④為減少樣品稀釋誤差,在連續遞增稀釋時(原液在前稀釋液在后),每一稀釋液應充分振搖,使其均勻,同時每一稀釋度應更換一個槍頭。
⑤不要在稀釋劑中吹洗吸管。
四、樣液接種方法:
① 在無菌室,取出滅菌的槍頭或者滅菌的移液器,
② 準確吸取樣品勻液,1mL、1mL、1mL無菌操作分別以2~4s內完全注入已標識清楚的菌落總數平皿、大腸菌群以及金黃色葡萄球菌培養液中。
③ 如果某一樣品液在接種前放置時間超過3 min,應重新均質。
④ 為了驗證稀釋液、培養基、平皿、槍頭等器具無菌需做空白對照。
五、傾注培養基
右手持培養基三角瓶(已放46℃的水浴中恒溫)置火焰旁邊,用左手拇指和食指或中指使平皿開啟不超過30°,迅速倒人培養基約15-20ml,加蓋后輕輕搖動培養皿,左三圈,右三圈,使培養基均勻分布在培養皿底部,然后平置于桌面。
六、培養
● 平皿倒置放入恒溫培養箱中(每垛最多堆放6個平皿,平皿間要留有空隙進行空氣流通,使培養物的溫度盡快與培養箱溫度達到一致),按所規定的時間溫度進行培養。
● 斜面、高層斜面、液體培養基立在試管架上放入恒溫培養箱中,按所規定的時間溫度進行培養,如圖。
七、計數判定及注意事項
●由于細菌種類繁多,差別甚大。
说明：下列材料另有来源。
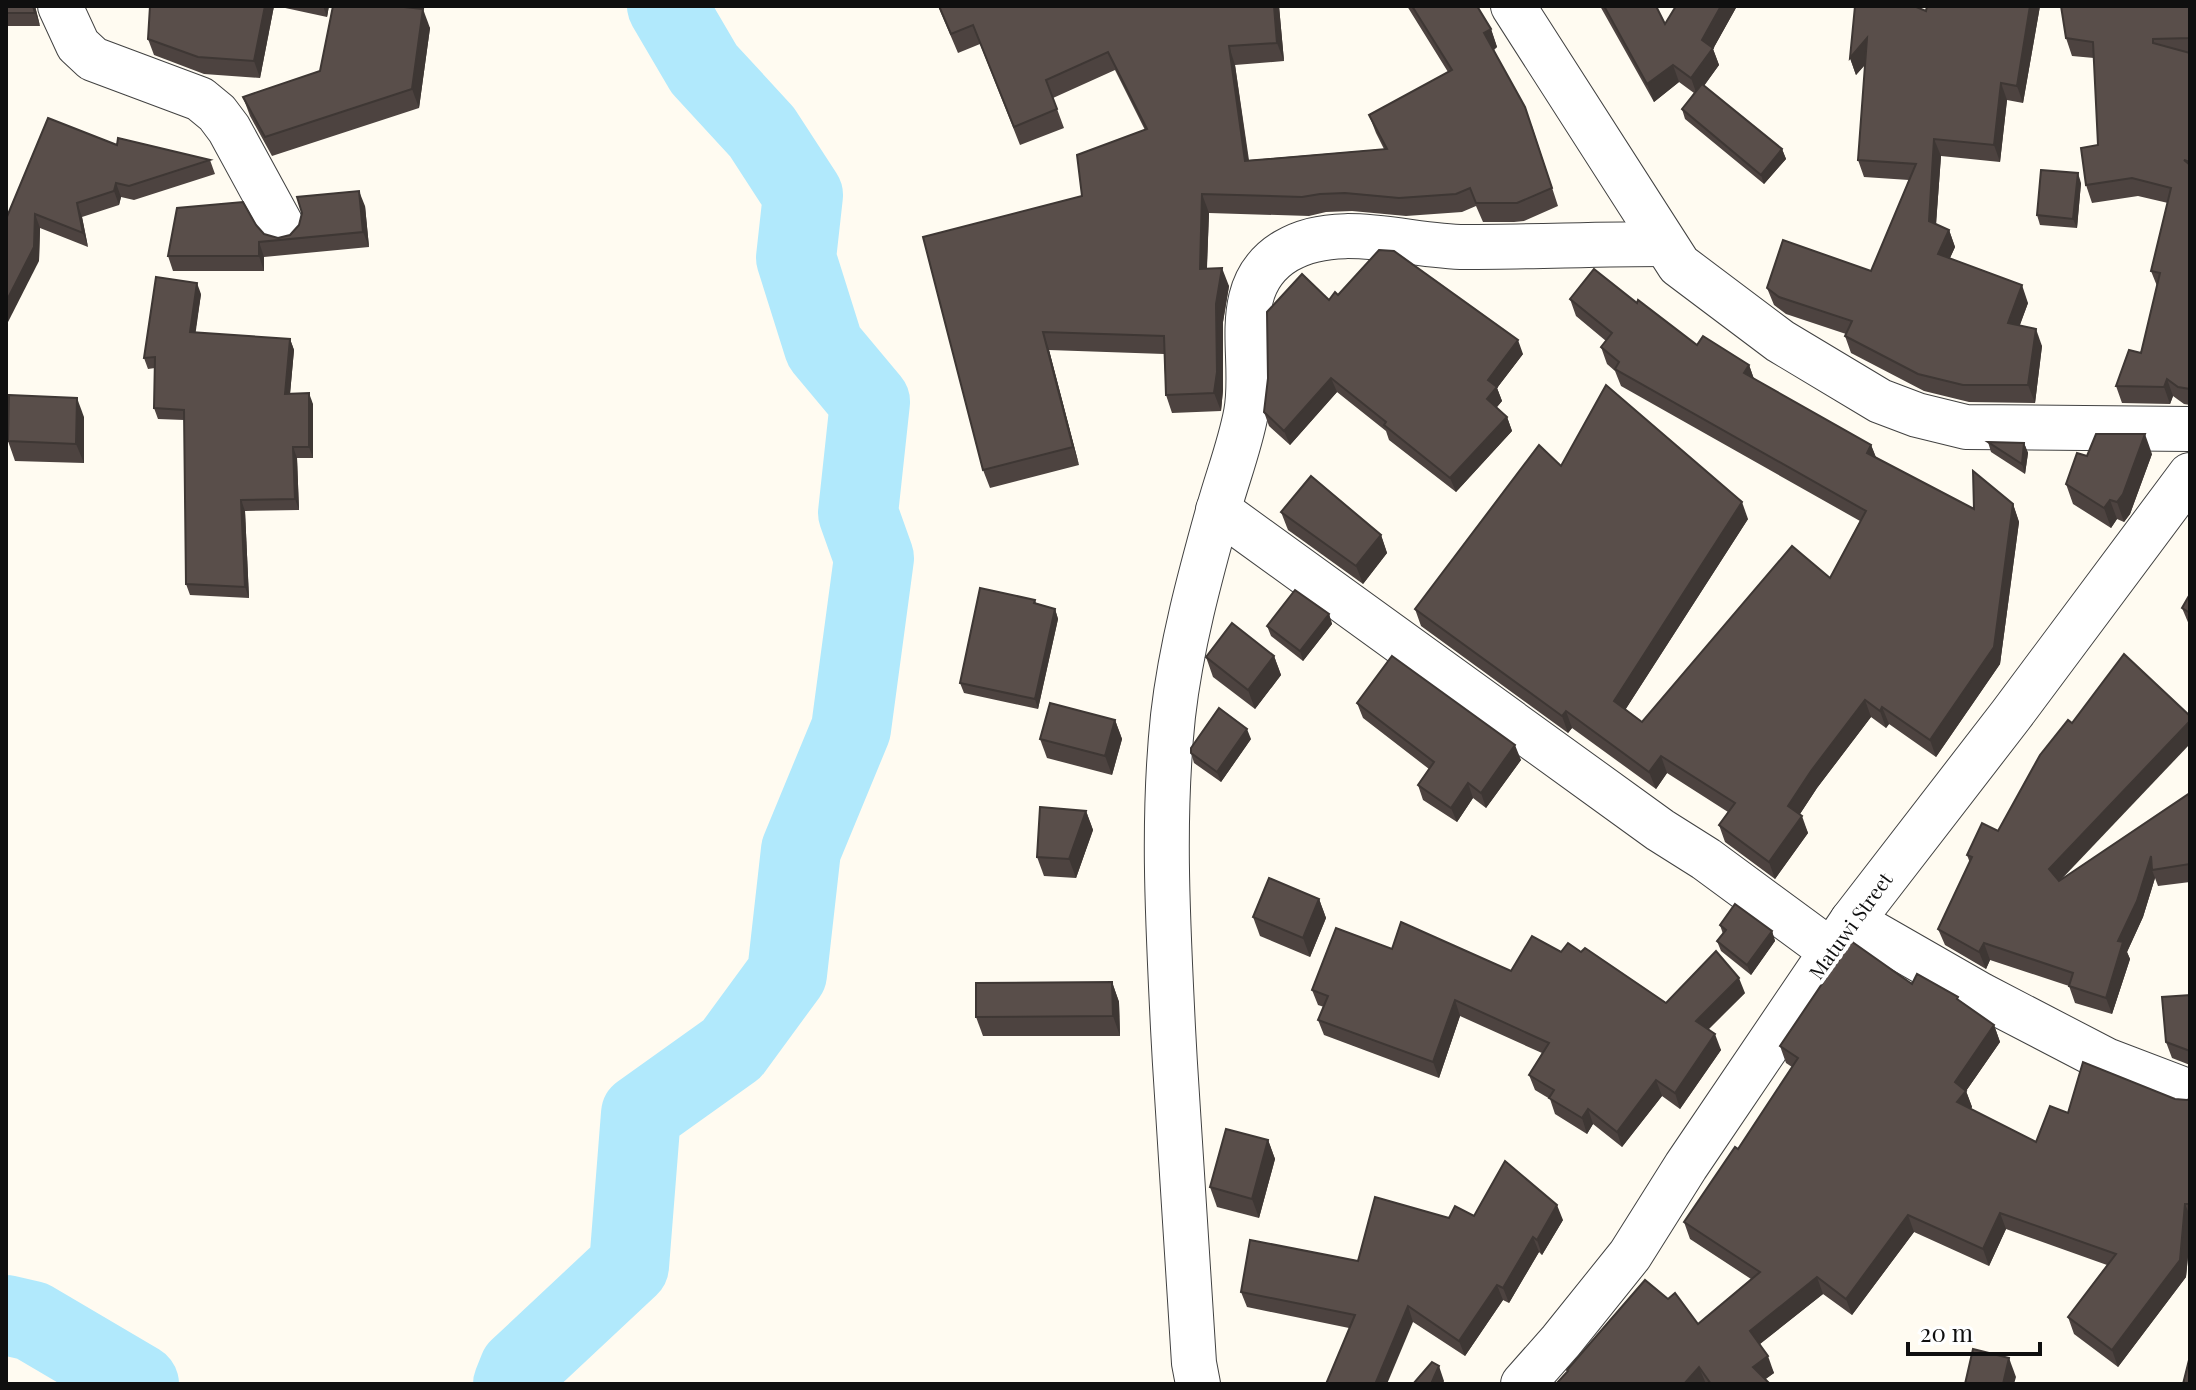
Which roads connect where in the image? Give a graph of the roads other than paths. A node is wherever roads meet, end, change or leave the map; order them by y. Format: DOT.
graph roads {
  1 [pos="60,6"];
  2 [pos="1513,6"];
  3 [pos="283,228"];
  4 [pos="1664,244"];
  5 [pos="2190,429"];
  6 [pos="2190,475"];
  7 [pos="1218,510"];
  8 [pos="1841,936"];
  9 [pos="2190,1092"];
  10 [pos="1198,1384"];
  11 [pos="1523,1384"];
  1 -- 3 [label="street"];
  2 -- 4 [label="street"];
  4 -- 5 [label="street"];
  4 -- 7 [label="street"];
  6 -- 8 [label="street, Matuwi Street"];
  7 -- 8 [label="street"];
  7 -- 10 [label="street"];
  8 -- 9 [label="street"];
  8 -- 11 [label="street, Matuwi Street"];
}
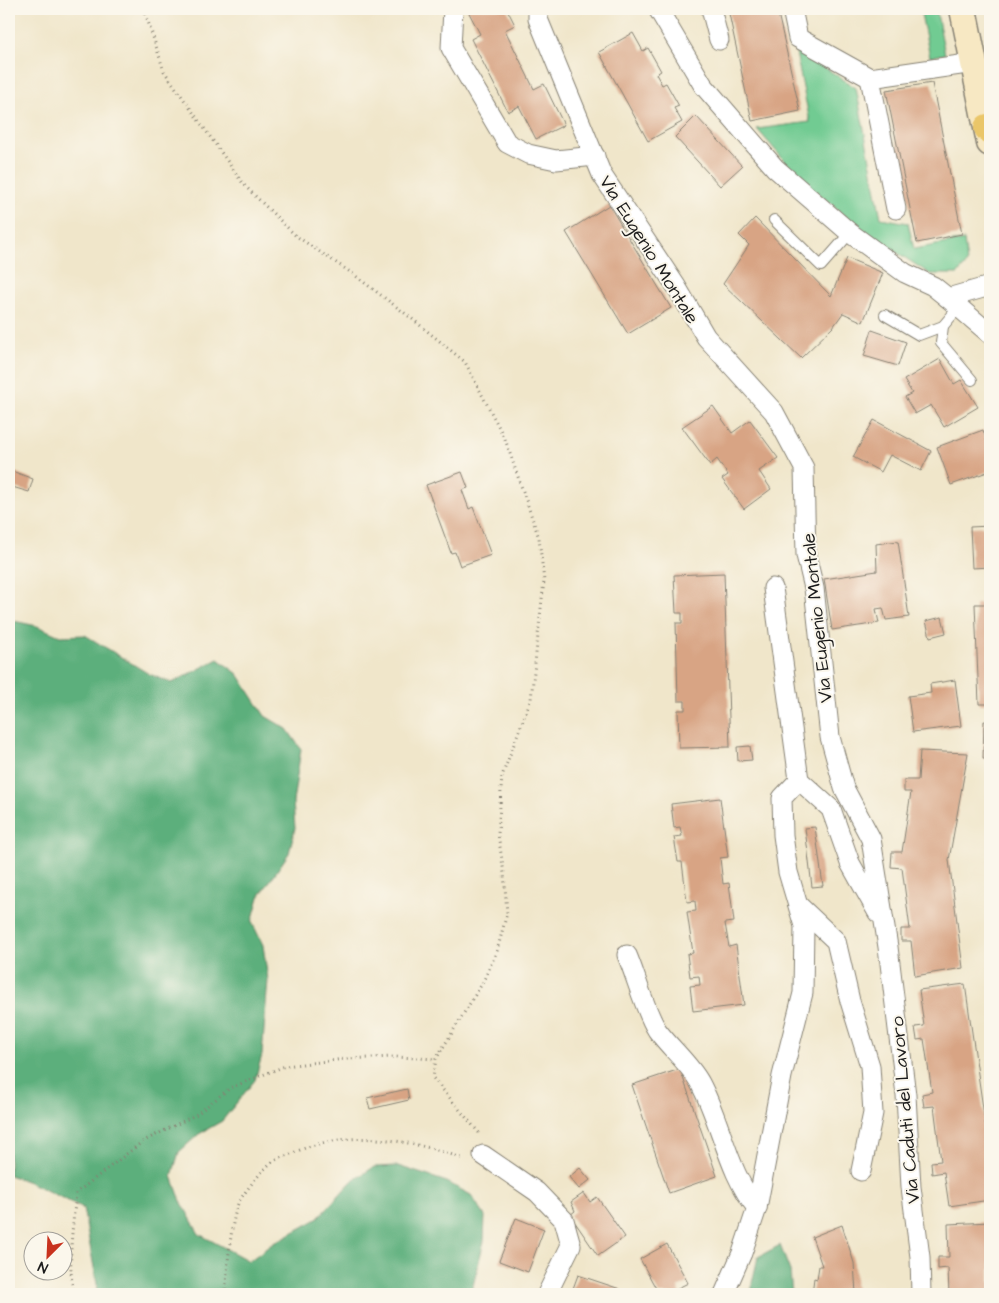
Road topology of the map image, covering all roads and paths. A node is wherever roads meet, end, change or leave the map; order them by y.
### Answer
1 (144, 9) edge
2 (453, 9) edge
3 (538, 9) edge
4 (658, 9) edge
5 (711, 9) edge
6 (792, 9) edge
7 (963, 9) edge
8 (719, 40) dead end
9 (974, 63) junction
10 (870, 78) junction
11 (990, 134) edge
12 (595, 156) junction
13 (896, 209) dead end
14 (774, 220) dead end
15 (850, 233) junction
16 (990, 286) edge
17 (954, 302) junction
18 (885, 315) dead end
19 (943, 326) junction
20 (990, 334) edge
21 (972, 380) dead end
22 (773, 588) dead end
23 (799, 780) junction
24 (798, 905) junction
25 (884, 926) junction
26 (627, 955) dead end
27 (436, 1060) junction
28 (483, 1155) junction
29 (861, 1171) dead end
30 (757, 1208) junction
31 (74, 1294) edge
32 (225, 1294) edge
33 (547, 1294) edge
34 (724, 1294) edge
35 (921, 1294) edge

1 - 27 path
2 - 12 street, Via Eugenio Montale
3 - 12 street, Via Eugenio Montale
4 - 15 street
5 - 8 street
6 - 10 street
7 - 9 main road
9 - 10 street
9 - 11 main road
10 - 13 street
12 - 25 street, Via Eugenio Montale
14 - 15 lane
15 - 17 street
16 - 17 street
17 - 19 lane
17 - 20 street
18 - 19 lane
19 - 21 lane
22 - 23 street
23 - 24 street
23 - 25 street
24 - 29 street
24 - 30 street
25 - 35 street, Via Caduti del Lavoro
26 - 30 street
27 - 28 path
27 - 31 path
28 - 32 path
28 - 33 street
30 - 34 street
計數時一般用菌落計數器仔細觀察。必要時用放大鏡檢查,以防遺漏尤其是平皿邊緣生長的菌落。
●計數方法參照GB 4789.2-2022方法。
●稀釋度低的培養皿,微生物菌落和食品碎渣很難區分,一般吸取過濾網過濾后的稀釋液以減少食品碎渣的影響;
●為了避免食品中的微小顆粒或培基中的雜質與細菌菌落發生混淆,不易分辨,可同時作一稀釋液與瓊脂培基混合的平板,不經培養,而于4℃環境中放置,以便計數時作對照觀察。
● 必要時,為了防止食品顆粒與菌落混淆不清,可在平板計數瓊脂中加入氯化三苯四氮唑TTC(100ml加入1ml 0.5%TTC),培養后菌落呈紅色,易于分別。
● 在發酵試驗中,發酵倒管的產氣量,多者可以使發酵倒管全部充滿氣體,少者可以產生比小米粒還小的氣泡,或發酵時產酸或沿管壁有緩緩上浮的小氣泡,都應作進一步試驗。如果對產酸但未產氣的發酵有疑問時,可以用手輕輕打動試管,如有氣泡沿管壁上浮,就像啤酒中的二氧化碳氣泡一樣,即應考慮可能有氣體產生,而應作進一步試驗。